Las botas negras y brillantes, con esa embetunada perfecta, taconearon sobre el empedrado. Bassem subió la mirada con cierta vacilación. Reconoció la barba que cubría las mejillas del sargento Duviau. El militar retirado se acercó a él. Sus ojos de malevo apuntaron al cadáver del perro. «El sargento», como lo llamaban en el conjunto, tomó la cabeza del animal, analizó la herida y sonrió. Sus dientes negros se hicieron visibles.
—Por fin me daré un buen banquete.
—Es Rousseau.
—Lo puedo ver, muchacho. No me tomes por un imbécil —respondió el sargento.

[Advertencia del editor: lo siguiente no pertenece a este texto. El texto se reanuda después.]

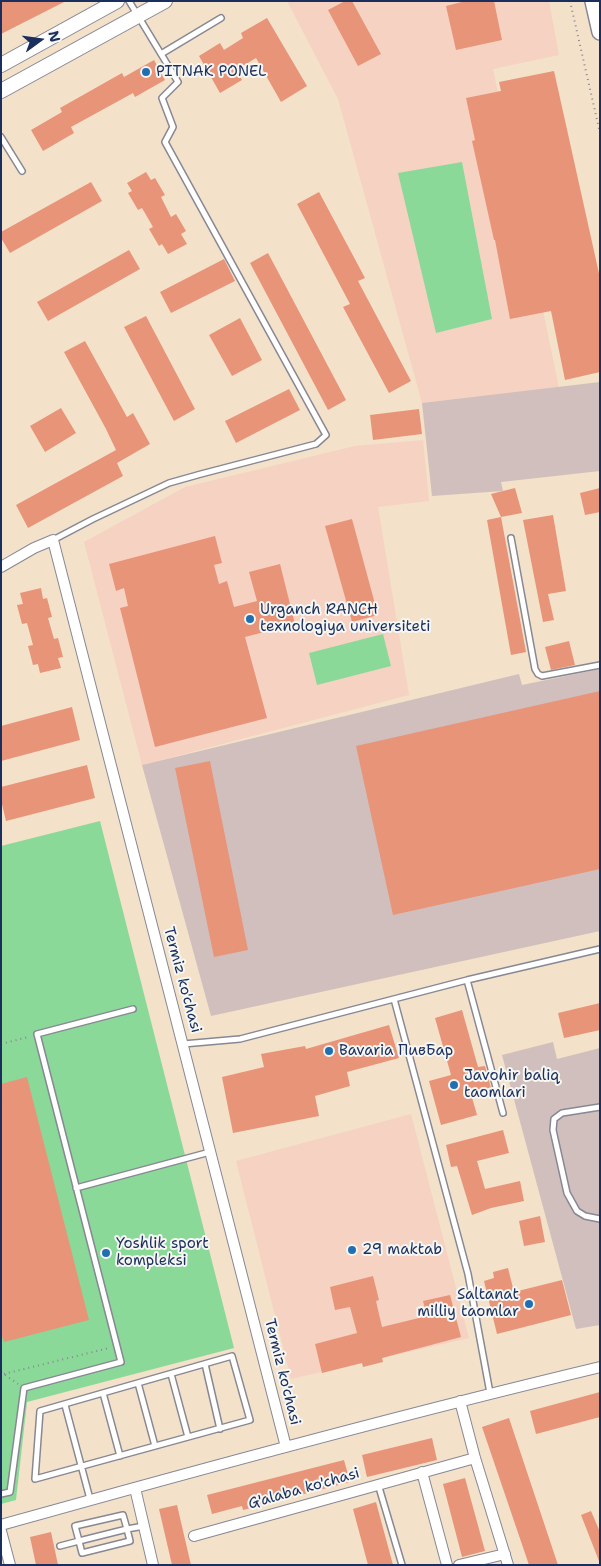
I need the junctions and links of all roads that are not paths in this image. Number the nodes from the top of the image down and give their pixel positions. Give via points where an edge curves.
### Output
1 (117, 1) edge
2 (129, 1) edge
3 (165, 1) edge
4 (593, 1) edge
5 (138, 16) junction
6 (221, 18) dead end
7 (600, 32) edge
8 (161, 54) junction
9 (1, 65) edge
10 (1, 91) edge
11 (1, 137) edge
12 (22, 171) dead end
13 (511, 538) dead end
14 (53, 540) junction
15 (1, 567) edge
16 (600, 665) edge
17 (600, 949) edge
18 (467, 980) junction
19 (394, 999) junction
20 (133, 1010) dead end
21 (183, 1044) junction
22 (600, 1107) edge
23 (503, 1113) dead end
24 (211, 1152) junction
25 (76, 1188) junction
26 (600, 1219) edge
27 (205, 1364) junction
28 (600, 1367) edge
29 (170, 1374) junction
30 (138, 1383) junction
31 (104, 1393) junction
32 (490, 1393) junction
33 (460, 1401) junction
34 (65, 1404) junction
35 (220, 1429) junction
36 (188, 1438) junction
37 (155, 1446) junction
38 (286, 1447) junction
39 (120, 1456) junction
40 (474, 1458) junction
41 (82, 1467) junction
42 (422, 1472) junction
43 (378, 1484) junction
44 (135, 1488) junction
45 (1, 1494) edge
46 (90, 1500) junction
47 (1, 1525) edge
48 (144, 1526) junction
49 (127, 1529) junction
50 (1, 1531) edge
51 (194, 1536) dead end
52 (79, 1540) junction
53 (60, 1546) dead end
54 (505, 1554) junction
55 (10, 1565) edge
56 (153, 1565) edge
57 (402, 1565) edge
58 (447, 1565) edge
59 (459, 1565) edge
60 (508, 1565) edge

1 - 9 main road
2 - 5 lane
3 - 5 main road
4 - 7 main road
5 - 8 lane
5 - 10 main road
6 - 8 lane
8 - 14 lane via 178,82 162,98 173,127 165,142 326,435 316,444 169,484
11 - 12 lane
13 - 16 lane via 534,669 542,676
14 - 15 street
14 - 21 street, Termiz ko'chasi
17 - 18 lane
18 - 19 lane
18 - 23 lane
19 - 21 lane via 240,1039
19 - 32 lane via 468,1274
20 - 25 lane via 38,1034
21 - 24 street, Termiz ko'chasi
22 - 26 lane via 562,1112 554,1119 553,1130 567,1193 577,1211
24 - 25 lane
24 - 38 street, Termiz ko'chasi
25 - 45 lane via 121,1362 24,1388 10,1492
27 - 29 lane
27 - 35 lane
27 - 35 lane via 232,1356 250,1420
28 - 32 street, Termiz ko'chasi
29 - 30 lane
29 - 36 lane
30 - 31 lane
30 - 37 lane
31 - 34 lane
31 - 39 lane
32 - 33 street, Termiz ko'chasi
33 - 38 street, Termiz ko'chasi
33 - 40 street
34 - 41 lane
34 - 41 lane via 40,1412 35,1479
35 - 36 lane
36 - 37 lane
37 - 39 lane
38 - 44 street, Termiz ko'chasi
39 - 41 lane
40 - 42 street, G'alaba ko'chasi
40 - 54 street
41 - 46 lane
42 - 43 street, G'alaba ko'chasi
42 - 58 street
43 - 51 street, G'alaba ko'chasi
43 - 57 lane
44 - 46 street, Termiz ko'chasi
44 - 48 street
46 - 47 street, Termiz ko'chasi
48 - 49 lane
48 - 56 street
49 - 52 lane
49 - 52 lane via 130,1542 82,1553
49 - 52 lane via 123,1515 75,1526
50 - 55 street
52 - 53 lane
54 - 59 street
54 - 60 street

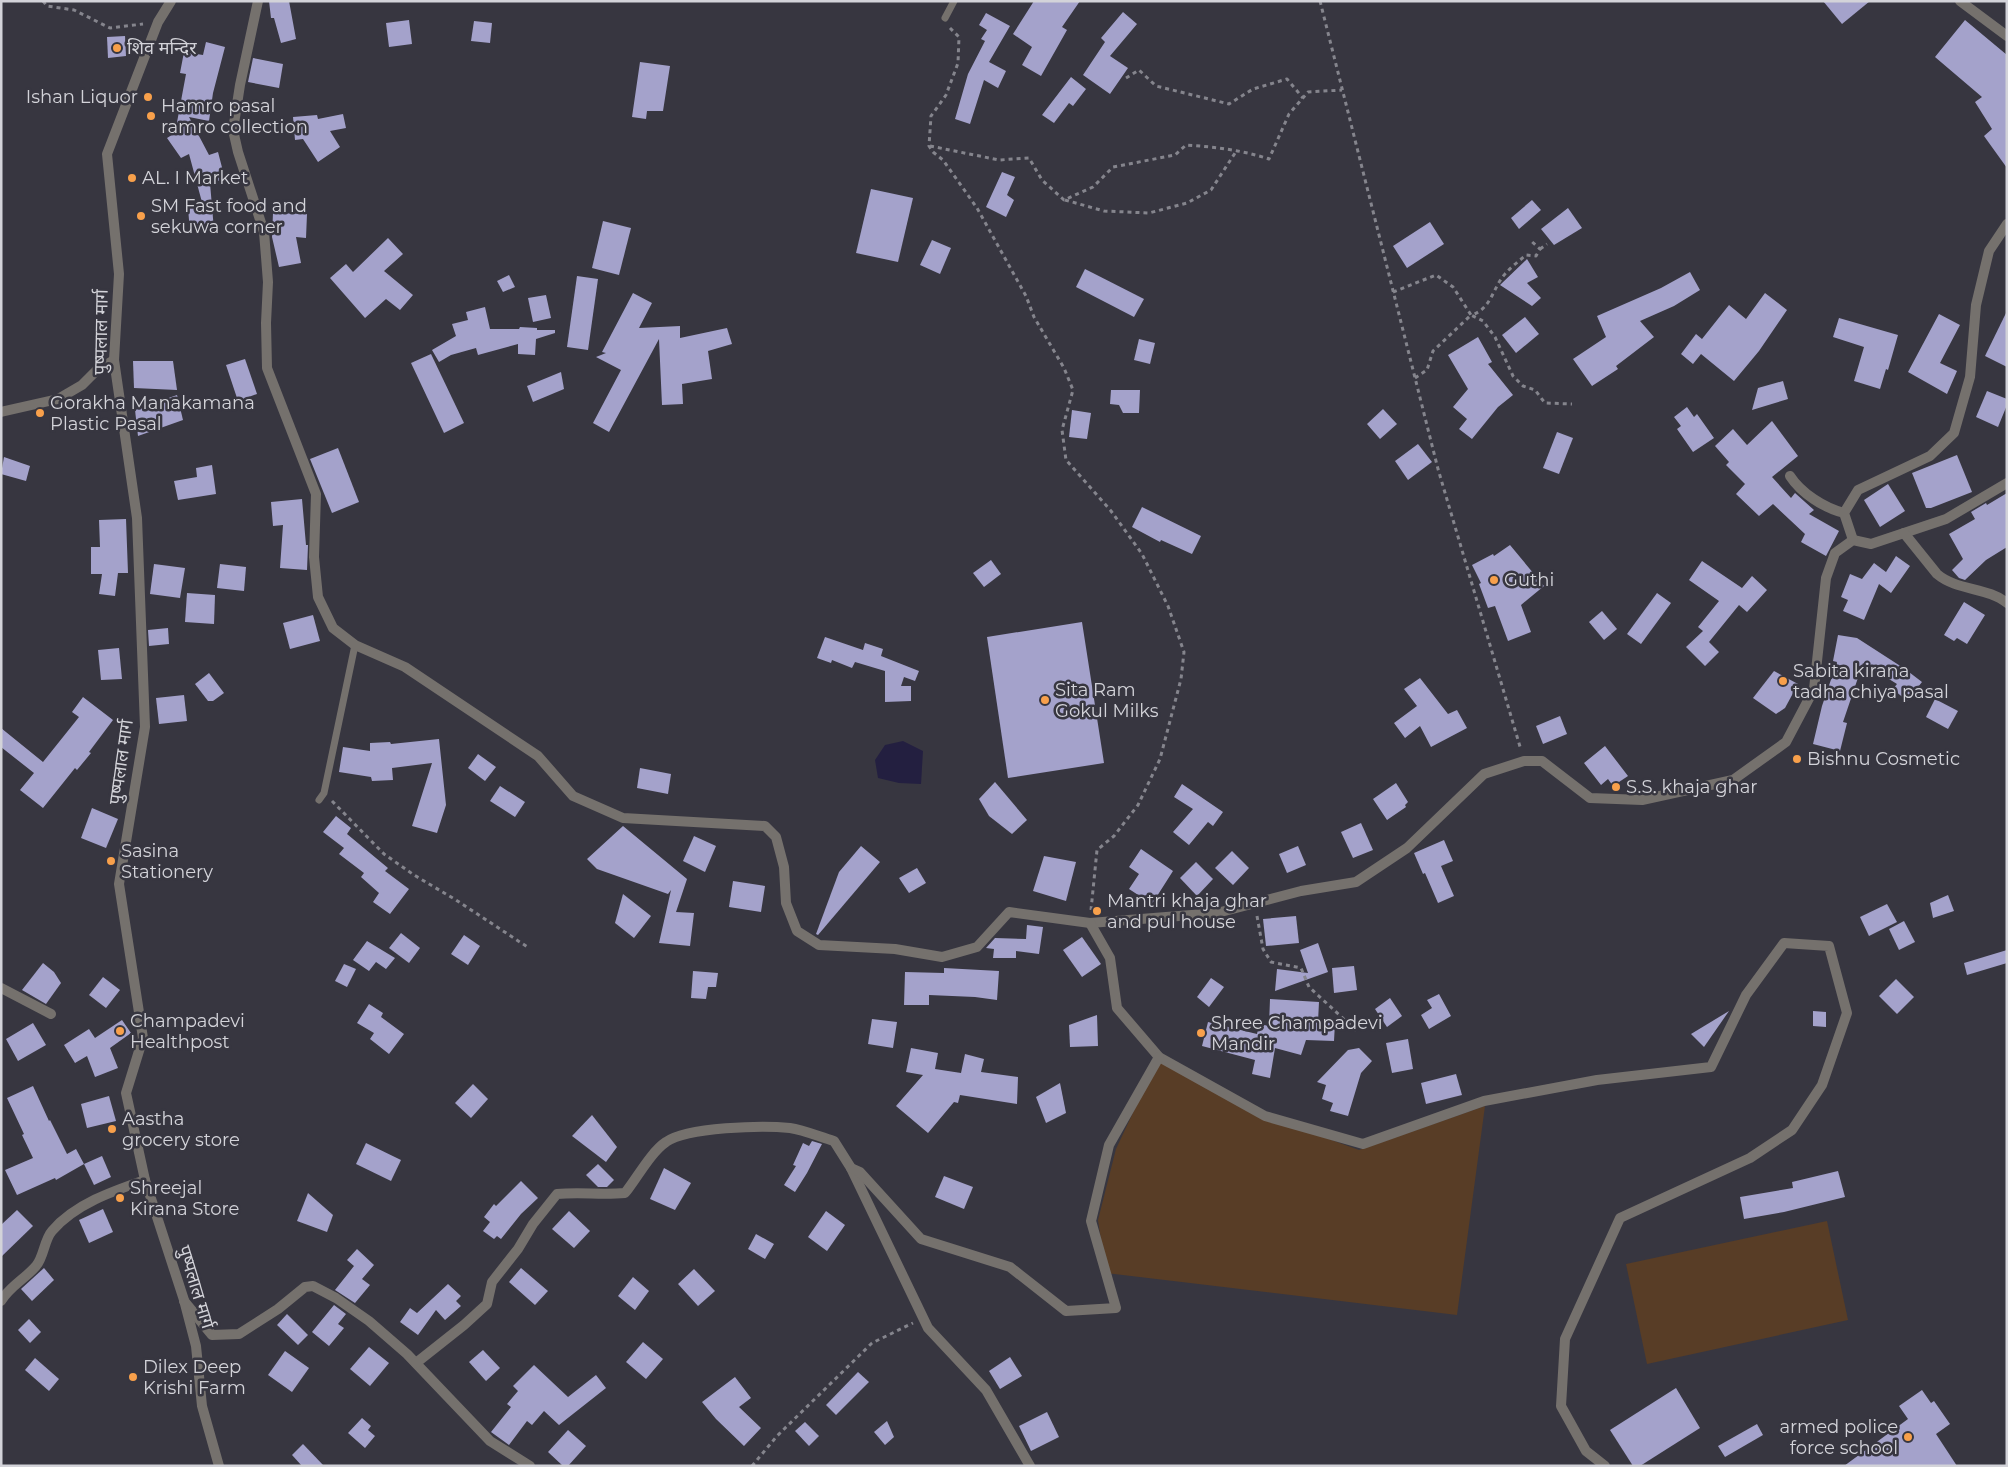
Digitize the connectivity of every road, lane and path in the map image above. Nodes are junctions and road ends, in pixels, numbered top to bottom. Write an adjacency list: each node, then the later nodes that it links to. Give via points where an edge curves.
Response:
1 (43, 1): 8 (path, via 47,6 74,10 110,28)
2 (171, 1): 8 (street, पुष्पलाल मार्ग)
3 (258, 1): 32 (street, via 233,130 264,232 268,282 267,368 316,494 314,557 318,597 333,628)
4 (954, 1): 7 (lane)
5 (1320, 1): 11 (path)
6 (1960, 1): 9 (street)
7 (945, 18): 13 (path, via 943,22 959,37 958,63 946,95 931,116)
8 (158, 22): 22 (street, पुष्पलाल मार्ग, via 107,154 119,274)
9 (2007, 36)
10 (1126, 78): 12 (path, via 1139,70 1156,86 1229,104 1253,90 1287,80)
11 (1342, 90): 12 (path, via 1308,92); 20 (path)
12 (1303, 98): 14 (path, via 1289,114 1269,159)
13 (929, 146): 15 (path, via 999,160 1029,158 1042,180); 37 (path, via 977,208 1064,368 1073,390 1062,430 1066,460 1111,511 1142,554 1168,606 1184,652 1181,680 1160,759 1138,805 1114,836 1097,850)
14 (1237, 150): 15 (path, via 1186,145 1175,155 1112,167 1093,186); 15 (path, via 1211,190 1187,203 1149,213 1104,211)
15 (1064, 200)
16 (2007, 224): 28 (street, via 1990,252 1985,269 1976,305 1970,377 1954,433 1930,456 1858,490)
17 (1530, 240): 19 (path)
18 (1547, 244): 19 (path)
19 (1540, 249): 21 (path, via 1536,256 1526,255 1504,274 1490,300 1479,313)
20 (1393, 292): 21 (path, via 1436,275 1452,287); 23 (path)
21 (1471, 315): 23 (path, via 1433,351 1426,370); 24 (path, via 1483,321 1495,337 1519,382 1534,390 1545,403)
22 (114, 360): 25 (street, via 58,399); 44 (street, पुष्पलाल मार्ग, via 137,518 145,727 119,884 143,1038 126,1093)
23 (1415, 378): 33 (path, via 1438,469)
24 (1572, 404)
25 (1, 412)
26 (1790, 476): 28 (street, via 1828,509)
27 (2007, 483): 29 (street, via 1946,519)
28 (1844, 513): 30 (street)
29 (1904, 533): 30 (street, via 1871,544); 31 (street, via 1943,579 1966,589 1999,596)
30 (1854, 540): 33 (street, via 1835,553 1826,578 1814,689 1786,742 1733,780 1642,800 1590,798 1542,760)
31 (2007, 603)
32 (355, 645): 34 (lane); 37 (street, via 405,667 538,756 573,796 623,818 765,826 776,837 784,866 786,903 797,931 819,944 895,949 942,957 977,947 1009,912)
33 (1524, 761): 36 (street, via 1484,774 1407,848 1356,882)
34 (324, 793): 35 (lane); 38 (path, via 384,854)
35 (319, 800)
36 (1255, 903): 37 (street, via 1217,913); 41 (path, via 1263,949 1271,962 1301,968 1309,986)
37 (1090, 924): 42 (street, via 1110,958 1117,1008)
38 (528, 948)
39 (1, 988): 40 (street)
40 (51, 1014)
41 (1359, 1033)
42 (1159, 1056): 43 (street, via 1110,1145 1091,1221 1116,1308 1066,1311 1010,1267 921,1239 860,1172); 53 (street, via 1265,1116 1363,1144 1484,1101 1597,1080 1712,1067 1746,995 1784,943 1829,946 1847,1013 1822,1085 1792,1130 1750,1158 1620,1218 1565,1338 1561,1406 1586,1451)
43 (851, 1168): 47 (street); 48 (street, via 834,1141 791,1128 731,1128 678,1135 664,1143 650,1158 625,1193 557,1194 492,1282 487,1304)
44 (145, 1180): 45 (street, पुष्पलाल मार्ग); 46 (street, via 113,1191 74,1212 51,1232 37,1265)
45 (184, 1300): 48 (street, via 212,1335 239,1334 305,1287 313,1286 369,1321); 49 (street, पुष्पलाल मार्ग, via 196,1346 202,1406)
46 (1, 1301)
47 (928, 1328): 51 (path, via 912,1323 872,1343 777,1436); 52 (street, via 986,1390)
48 (416, 1363): 50 (street, via 490,1441)
49 (219, 1466)
50 (530, 1466)
51 (752, 1466)
52 (1030, 1466)
53 (1605, 1466)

Bassem trastabilló. Sus ojos huyeron de las pupilas fuertes que lo analizaron por encima del bigote amarillento. Descargó al animal junto a la puerta del señor y la señora Lewckowitz. Jean Paul, su hijo, se pondría muy triste.
—¿Cómo pasó?
—En una pelea con un bóxer.
—Debe haber sido con Bonne Chance, el perro de la hija del panadero, hace tiempos que se venían buscando la muerte entre los dos —dijo con voz fatal.
Toda la actitud de Duviau era la de un militar que aún continuaba en el cuartel.
—Fue muy rápido —respondió el estudiante.
Las manchas de sangre contrastaban con el pelambre de Rousseau.
—Hay que ver que no todos los pensadores terminan su vida en las enciclopedias —bromeó el sargento—. Muchacho, como están las cosas, no es extraño que los animales se estén matando los unos a los otros.
Bassem observó al perro por última vez, dio media vuelta y caminó hacia su estudio. Estaba agotado. Puso llave en la puerta, recostó el cuerpo sobre la cama y se quedó dormido.
Se vio en medio de una ciudad que se caía a pedazos. Las fachadas de los edificios se venían sobre él y no podía más que esquivar las alcantarillas sin tapas, las grietas formadas en los andenes, el tumulto de las tantas otras personas queriendo salvarse. Los muros caían tras él. Lo perseguían. La urbe era un sitio sórdido donde escuchaba gritos agónicos.
ζ
Florence se sentó a su lado. Observó su rostro pálido. Pasó los dedos sobre las puntas de su pelo corto. Debía despertarlo, tenía dos boletas para el estreno de Hamlet y actuaban unos amigos del grupo La Nueva Era. Bassem abrió los ojos. Se incorporó.
—¿Qué pasó?
—Tuviste una pesadilla. Tu camisa está manchada con sangre.
—Un perro mató a Rousseau.
—¿Rousseau?
—El perro de los vecinos.
La joven abrió el closet y sacó la camisa azul que le había regalado de cumpleaños.
—Me costó mucho dinero y nunca te la pones.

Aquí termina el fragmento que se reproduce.